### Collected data
· · · · · · ·
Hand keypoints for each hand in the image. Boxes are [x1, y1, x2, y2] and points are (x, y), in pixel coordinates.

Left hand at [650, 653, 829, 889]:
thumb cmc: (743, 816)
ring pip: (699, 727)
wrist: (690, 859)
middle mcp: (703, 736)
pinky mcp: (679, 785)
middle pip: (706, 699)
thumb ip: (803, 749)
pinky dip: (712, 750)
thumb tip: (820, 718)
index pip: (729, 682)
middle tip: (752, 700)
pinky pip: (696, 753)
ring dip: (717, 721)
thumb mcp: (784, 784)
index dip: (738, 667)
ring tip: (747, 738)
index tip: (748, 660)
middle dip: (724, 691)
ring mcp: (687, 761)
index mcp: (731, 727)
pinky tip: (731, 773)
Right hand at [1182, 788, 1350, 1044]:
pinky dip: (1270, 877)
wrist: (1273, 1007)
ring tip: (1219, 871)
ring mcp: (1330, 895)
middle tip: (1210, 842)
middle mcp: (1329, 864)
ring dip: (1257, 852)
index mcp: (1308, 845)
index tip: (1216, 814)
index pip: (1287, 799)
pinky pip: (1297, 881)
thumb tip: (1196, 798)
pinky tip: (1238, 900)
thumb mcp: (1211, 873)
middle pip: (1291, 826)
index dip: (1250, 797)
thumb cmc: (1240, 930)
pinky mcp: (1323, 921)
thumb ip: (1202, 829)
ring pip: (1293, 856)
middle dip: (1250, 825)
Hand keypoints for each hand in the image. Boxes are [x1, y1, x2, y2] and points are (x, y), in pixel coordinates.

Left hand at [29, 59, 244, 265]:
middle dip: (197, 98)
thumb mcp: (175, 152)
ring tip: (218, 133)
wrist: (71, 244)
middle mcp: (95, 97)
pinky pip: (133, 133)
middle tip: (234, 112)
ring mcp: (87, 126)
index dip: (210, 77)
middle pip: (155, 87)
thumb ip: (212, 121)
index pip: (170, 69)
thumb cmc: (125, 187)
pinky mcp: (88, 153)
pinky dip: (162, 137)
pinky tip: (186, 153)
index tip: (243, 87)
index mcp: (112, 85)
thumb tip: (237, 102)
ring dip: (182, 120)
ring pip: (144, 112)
· · · · · · ·
### Task to carry out
From the records above, copy every line that holds the word "ring".

### Your response
ring pip: (699, 727)
ring dip: (717, 721)
ring tip: (747, 738)
ring mcp: (687, 761)
ring tip: (1219, 871)
ring mcp: (1330, 895)
ring dip: (1257, 852)
ring pip: (1293, 856)
ring tip: (218, 133)
ring mcp: (87, 126)
ring dip: (182, 120)
ring pip: (144, 112)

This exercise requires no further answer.